- **Work to be completed**
Your answer should be a number only: the count of lines in the following entries that contain "Heuchs".

- **Supplied data**
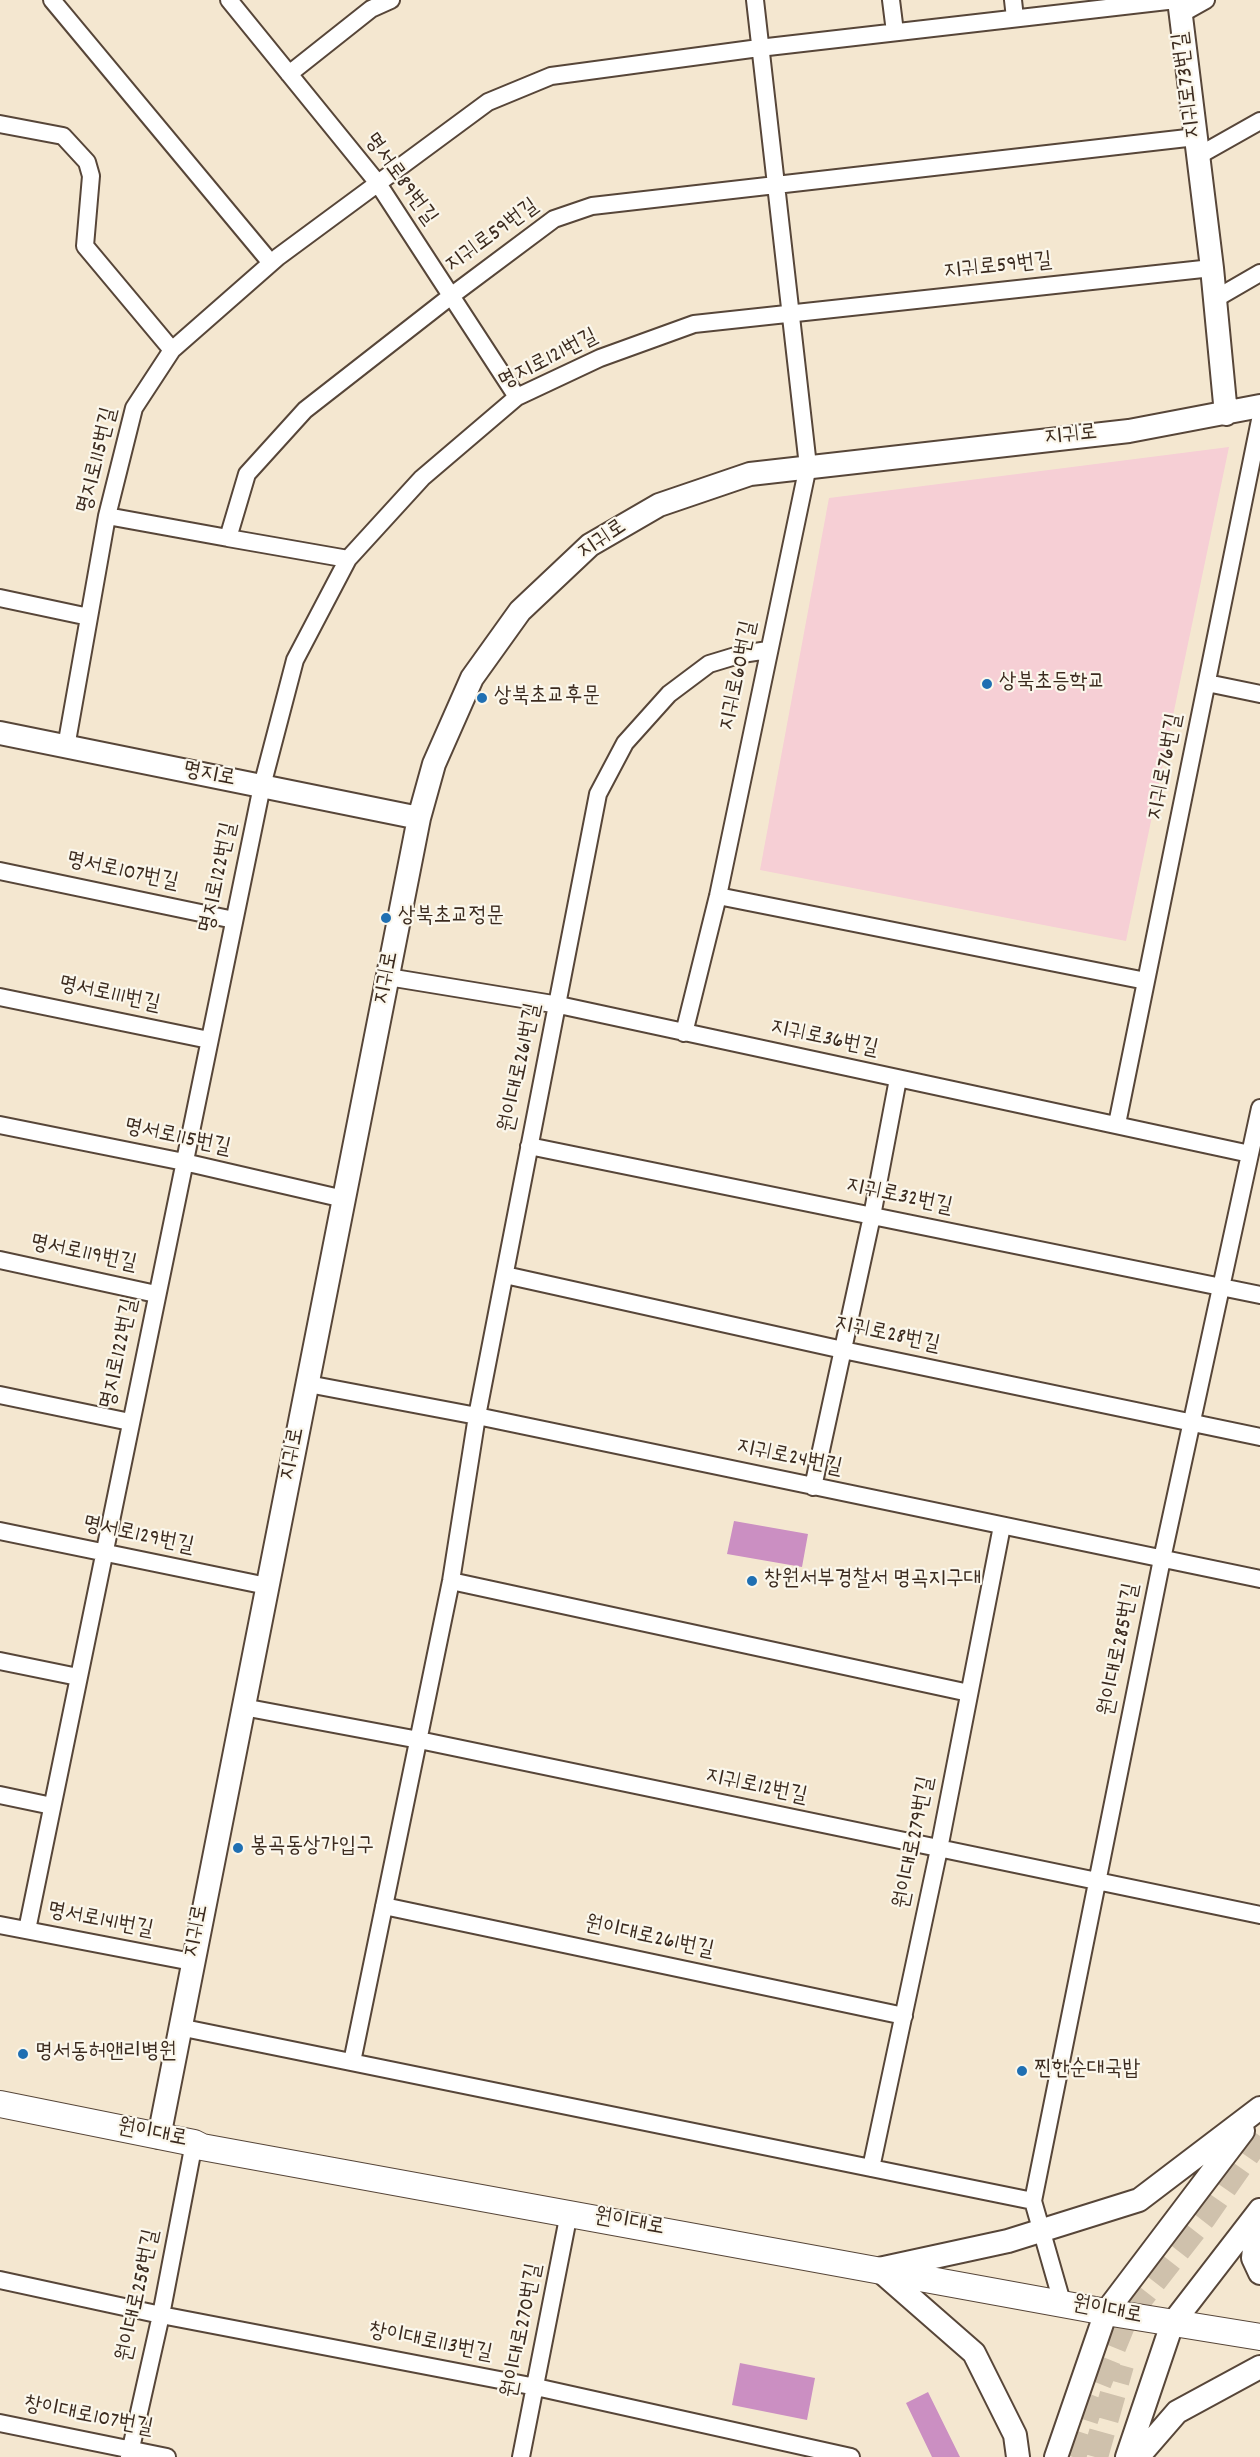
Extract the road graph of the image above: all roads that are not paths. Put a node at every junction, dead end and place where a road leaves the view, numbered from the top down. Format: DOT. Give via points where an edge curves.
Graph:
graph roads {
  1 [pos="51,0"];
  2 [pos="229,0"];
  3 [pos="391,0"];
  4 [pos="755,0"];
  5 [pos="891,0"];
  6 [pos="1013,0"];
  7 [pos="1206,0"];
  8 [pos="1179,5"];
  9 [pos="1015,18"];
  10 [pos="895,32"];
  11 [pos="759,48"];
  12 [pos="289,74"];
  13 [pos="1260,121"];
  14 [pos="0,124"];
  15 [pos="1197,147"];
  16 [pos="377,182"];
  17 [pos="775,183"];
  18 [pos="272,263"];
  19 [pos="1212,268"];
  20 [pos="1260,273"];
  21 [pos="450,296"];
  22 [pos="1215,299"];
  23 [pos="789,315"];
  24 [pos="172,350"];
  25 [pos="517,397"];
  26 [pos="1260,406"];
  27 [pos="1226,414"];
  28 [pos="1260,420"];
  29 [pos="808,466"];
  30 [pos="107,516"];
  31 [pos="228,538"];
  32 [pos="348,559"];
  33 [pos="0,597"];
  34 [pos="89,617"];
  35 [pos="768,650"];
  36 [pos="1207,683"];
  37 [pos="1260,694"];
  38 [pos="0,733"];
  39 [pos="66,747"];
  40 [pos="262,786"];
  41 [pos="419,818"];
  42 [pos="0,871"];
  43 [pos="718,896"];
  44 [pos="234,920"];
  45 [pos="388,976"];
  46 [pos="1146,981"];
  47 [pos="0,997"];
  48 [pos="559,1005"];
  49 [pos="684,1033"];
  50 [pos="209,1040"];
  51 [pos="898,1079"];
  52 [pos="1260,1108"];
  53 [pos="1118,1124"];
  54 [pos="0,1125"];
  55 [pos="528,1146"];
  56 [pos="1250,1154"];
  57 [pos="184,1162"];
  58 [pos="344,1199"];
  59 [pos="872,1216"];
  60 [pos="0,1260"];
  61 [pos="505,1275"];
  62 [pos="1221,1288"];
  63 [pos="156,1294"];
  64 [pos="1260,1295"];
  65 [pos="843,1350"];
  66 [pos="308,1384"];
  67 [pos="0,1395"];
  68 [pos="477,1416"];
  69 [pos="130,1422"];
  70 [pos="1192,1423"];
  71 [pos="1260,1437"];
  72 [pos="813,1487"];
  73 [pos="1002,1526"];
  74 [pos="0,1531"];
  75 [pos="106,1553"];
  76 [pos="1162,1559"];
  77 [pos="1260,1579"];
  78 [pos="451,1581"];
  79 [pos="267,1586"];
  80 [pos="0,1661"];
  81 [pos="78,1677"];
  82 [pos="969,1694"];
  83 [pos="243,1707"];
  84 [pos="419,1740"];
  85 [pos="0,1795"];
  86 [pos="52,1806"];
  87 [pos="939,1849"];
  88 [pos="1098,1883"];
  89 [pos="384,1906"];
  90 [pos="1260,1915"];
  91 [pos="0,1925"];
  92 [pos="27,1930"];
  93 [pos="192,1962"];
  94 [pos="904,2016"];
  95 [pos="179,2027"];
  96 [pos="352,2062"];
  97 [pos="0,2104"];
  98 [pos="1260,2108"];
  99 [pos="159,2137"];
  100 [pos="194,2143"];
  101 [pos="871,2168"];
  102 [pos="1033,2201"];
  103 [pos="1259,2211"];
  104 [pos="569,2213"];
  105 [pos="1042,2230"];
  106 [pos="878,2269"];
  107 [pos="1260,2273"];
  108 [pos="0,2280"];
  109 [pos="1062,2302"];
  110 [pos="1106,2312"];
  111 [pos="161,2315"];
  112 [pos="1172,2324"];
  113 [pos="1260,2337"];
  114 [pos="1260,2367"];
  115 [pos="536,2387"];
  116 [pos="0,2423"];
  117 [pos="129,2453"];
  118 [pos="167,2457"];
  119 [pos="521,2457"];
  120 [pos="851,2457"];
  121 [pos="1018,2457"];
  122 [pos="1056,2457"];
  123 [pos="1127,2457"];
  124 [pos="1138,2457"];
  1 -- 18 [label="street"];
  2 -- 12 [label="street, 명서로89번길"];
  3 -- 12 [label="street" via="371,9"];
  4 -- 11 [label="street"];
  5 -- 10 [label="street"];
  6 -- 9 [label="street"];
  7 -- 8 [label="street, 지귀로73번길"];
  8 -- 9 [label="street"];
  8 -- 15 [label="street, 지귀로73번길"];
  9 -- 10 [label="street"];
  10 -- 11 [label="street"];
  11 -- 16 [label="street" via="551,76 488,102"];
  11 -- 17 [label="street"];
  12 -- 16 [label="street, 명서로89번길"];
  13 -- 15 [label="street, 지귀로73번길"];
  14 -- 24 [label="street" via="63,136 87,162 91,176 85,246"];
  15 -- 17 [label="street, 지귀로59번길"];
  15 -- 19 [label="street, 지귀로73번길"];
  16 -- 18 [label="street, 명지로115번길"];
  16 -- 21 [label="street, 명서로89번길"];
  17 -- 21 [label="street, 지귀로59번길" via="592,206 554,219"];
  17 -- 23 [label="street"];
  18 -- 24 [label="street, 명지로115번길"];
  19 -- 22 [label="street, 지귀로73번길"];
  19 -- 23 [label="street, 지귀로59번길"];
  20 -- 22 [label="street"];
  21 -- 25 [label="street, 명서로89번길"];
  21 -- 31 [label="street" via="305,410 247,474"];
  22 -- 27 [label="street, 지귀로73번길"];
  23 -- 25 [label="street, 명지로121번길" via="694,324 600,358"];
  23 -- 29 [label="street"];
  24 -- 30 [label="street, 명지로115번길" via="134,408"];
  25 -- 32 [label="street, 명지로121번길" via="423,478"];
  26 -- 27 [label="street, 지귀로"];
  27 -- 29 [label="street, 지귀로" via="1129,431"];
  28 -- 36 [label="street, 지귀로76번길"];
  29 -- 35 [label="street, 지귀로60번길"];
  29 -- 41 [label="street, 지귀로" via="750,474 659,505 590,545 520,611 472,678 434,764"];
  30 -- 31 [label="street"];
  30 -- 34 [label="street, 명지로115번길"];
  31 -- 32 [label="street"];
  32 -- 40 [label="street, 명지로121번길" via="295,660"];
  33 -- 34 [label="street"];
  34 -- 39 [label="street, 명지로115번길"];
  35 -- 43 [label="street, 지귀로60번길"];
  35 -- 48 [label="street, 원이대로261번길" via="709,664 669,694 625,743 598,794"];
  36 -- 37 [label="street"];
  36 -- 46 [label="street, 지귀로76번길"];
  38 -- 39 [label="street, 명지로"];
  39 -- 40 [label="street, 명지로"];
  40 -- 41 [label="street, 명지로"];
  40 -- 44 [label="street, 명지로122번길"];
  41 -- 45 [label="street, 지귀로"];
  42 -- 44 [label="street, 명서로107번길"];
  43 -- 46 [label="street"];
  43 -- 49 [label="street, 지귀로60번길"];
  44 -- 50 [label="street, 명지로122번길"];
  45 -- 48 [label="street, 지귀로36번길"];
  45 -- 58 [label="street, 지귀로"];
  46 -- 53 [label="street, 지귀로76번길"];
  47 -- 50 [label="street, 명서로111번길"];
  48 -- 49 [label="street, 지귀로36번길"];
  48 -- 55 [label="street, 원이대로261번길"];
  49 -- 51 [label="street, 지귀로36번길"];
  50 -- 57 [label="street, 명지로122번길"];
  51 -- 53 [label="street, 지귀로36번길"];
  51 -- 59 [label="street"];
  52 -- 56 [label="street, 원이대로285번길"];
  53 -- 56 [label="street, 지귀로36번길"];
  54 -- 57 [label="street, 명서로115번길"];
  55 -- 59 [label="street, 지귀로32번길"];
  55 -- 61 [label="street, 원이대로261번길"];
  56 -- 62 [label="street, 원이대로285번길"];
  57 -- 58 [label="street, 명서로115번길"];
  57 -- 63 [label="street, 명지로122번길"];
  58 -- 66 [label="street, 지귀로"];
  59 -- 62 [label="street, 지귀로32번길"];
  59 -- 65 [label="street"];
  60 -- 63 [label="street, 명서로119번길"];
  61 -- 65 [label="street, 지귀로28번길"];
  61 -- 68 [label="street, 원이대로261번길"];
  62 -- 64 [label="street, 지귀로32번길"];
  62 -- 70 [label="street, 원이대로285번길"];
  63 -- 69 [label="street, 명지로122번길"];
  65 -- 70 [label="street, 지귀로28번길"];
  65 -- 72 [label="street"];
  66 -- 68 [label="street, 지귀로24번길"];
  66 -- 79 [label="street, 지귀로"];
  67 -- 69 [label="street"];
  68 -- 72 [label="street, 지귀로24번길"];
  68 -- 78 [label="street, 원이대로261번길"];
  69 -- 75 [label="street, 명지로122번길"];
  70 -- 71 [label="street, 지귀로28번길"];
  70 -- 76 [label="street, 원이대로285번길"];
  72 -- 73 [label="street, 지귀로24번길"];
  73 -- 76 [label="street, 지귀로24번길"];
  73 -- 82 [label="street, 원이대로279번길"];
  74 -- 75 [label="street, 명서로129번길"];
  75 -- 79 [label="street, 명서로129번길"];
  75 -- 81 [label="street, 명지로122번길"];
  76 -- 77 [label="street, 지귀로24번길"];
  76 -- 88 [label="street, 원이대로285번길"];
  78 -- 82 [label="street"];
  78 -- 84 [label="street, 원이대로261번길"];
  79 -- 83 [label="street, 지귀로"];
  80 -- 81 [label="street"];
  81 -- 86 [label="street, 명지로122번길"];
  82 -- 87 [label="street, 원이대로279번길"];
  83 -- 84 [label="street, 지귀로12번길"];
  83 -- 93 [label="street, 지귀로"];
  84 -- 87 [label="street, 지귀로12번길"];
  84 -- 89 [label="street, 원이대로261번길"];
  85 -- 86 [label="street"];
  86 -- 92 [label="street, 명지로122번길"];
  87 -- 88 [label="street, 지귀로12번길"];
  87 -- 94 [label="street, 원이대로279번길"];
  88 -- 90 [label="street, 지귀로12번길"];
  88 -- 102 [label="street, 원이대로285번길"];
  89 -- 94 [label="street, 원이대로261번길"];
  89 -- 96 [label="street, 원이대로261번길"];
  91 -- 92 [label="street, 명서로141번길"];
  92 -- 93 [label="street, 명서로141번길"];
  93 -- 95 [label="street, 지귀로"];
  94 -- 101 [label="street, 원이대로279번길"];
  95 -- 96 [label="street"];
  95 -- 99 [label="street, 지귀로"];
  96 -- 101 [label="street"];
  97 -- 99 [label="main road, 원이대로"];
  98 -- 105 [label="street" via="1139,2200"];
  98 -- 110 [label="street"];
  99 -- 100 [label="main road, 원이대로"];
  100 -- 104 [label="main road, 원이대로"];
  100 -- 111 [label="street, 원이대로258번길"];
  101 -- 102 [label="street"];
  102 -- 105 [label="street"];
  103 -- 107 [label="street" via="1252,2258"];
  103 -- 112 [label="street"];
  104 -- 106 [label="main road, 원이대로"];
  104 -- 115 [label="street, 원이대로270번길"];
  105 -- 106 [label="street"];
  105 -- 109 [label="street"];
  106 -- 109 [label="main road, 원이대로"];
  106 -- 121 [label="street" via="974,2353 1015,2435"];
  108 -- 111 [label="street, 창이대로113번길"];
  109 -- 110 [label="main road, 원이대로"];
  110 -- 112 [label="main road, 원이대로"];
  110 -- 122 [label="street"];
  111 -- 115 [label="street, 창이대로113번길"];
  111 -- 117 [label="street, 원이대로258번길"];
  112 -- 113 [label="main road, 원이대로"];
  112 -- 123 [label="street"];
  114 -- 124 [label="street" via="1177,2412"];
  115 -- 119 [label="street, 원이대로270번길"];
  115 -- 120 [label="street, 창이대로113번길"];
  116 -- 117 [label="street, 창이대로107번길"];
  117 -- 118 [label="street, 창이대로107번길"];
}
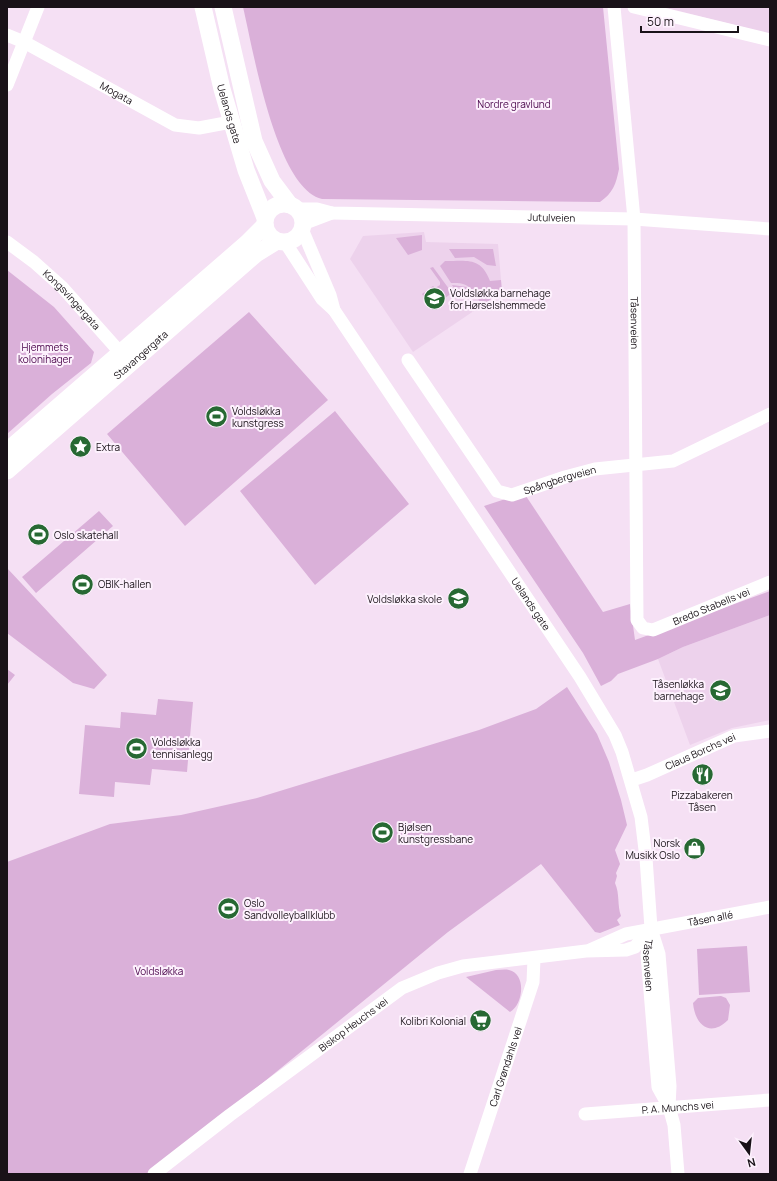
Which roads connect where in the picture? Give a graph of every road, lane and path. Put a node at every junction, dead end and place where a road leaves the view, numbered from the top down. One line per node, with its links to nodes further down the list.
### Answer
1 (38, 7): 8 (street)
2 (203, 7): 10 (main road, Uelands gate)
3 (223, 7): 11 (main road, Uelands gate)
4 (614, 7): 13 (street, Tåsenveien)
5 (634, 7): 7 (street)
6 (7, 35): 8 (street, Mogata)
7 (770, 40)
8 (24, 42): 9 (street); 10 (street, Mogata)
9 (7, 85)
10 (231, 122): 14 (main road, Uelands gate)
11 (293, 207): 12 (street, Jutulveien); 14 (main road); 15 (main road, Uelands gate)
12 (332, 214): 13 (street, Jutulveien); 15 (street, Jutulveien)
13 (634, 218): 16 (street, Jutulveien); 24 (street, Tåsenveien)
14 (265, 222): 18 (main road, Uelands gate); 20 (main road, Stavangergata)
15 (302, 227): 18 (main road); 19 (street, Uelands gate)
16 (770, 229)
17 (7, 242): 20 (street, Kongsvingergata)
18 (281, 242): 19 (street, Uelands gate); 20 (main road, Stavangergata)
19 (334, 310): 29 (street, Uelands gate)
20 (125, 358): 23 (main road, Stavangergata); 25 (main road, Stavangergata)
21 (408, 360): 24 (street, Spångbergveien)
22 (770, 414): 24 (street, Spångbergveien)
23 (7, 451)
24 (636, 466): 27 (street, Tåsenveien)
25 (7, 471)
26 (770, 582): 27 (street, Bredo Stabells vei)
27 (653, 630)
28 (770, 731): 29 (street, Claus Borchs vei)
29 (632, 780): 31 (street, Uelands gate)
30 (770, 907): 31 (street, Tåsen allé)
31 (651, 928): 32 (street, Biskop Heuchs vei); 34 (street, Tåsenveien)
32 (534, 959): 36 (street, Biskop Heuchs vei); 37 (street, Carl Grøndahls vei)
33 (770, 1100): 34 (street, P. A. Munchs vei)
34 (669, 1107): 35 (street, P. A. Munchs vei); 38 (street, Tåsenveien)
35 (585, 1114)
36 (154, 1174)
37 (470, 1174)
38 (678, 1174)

- **Answer for the task**
2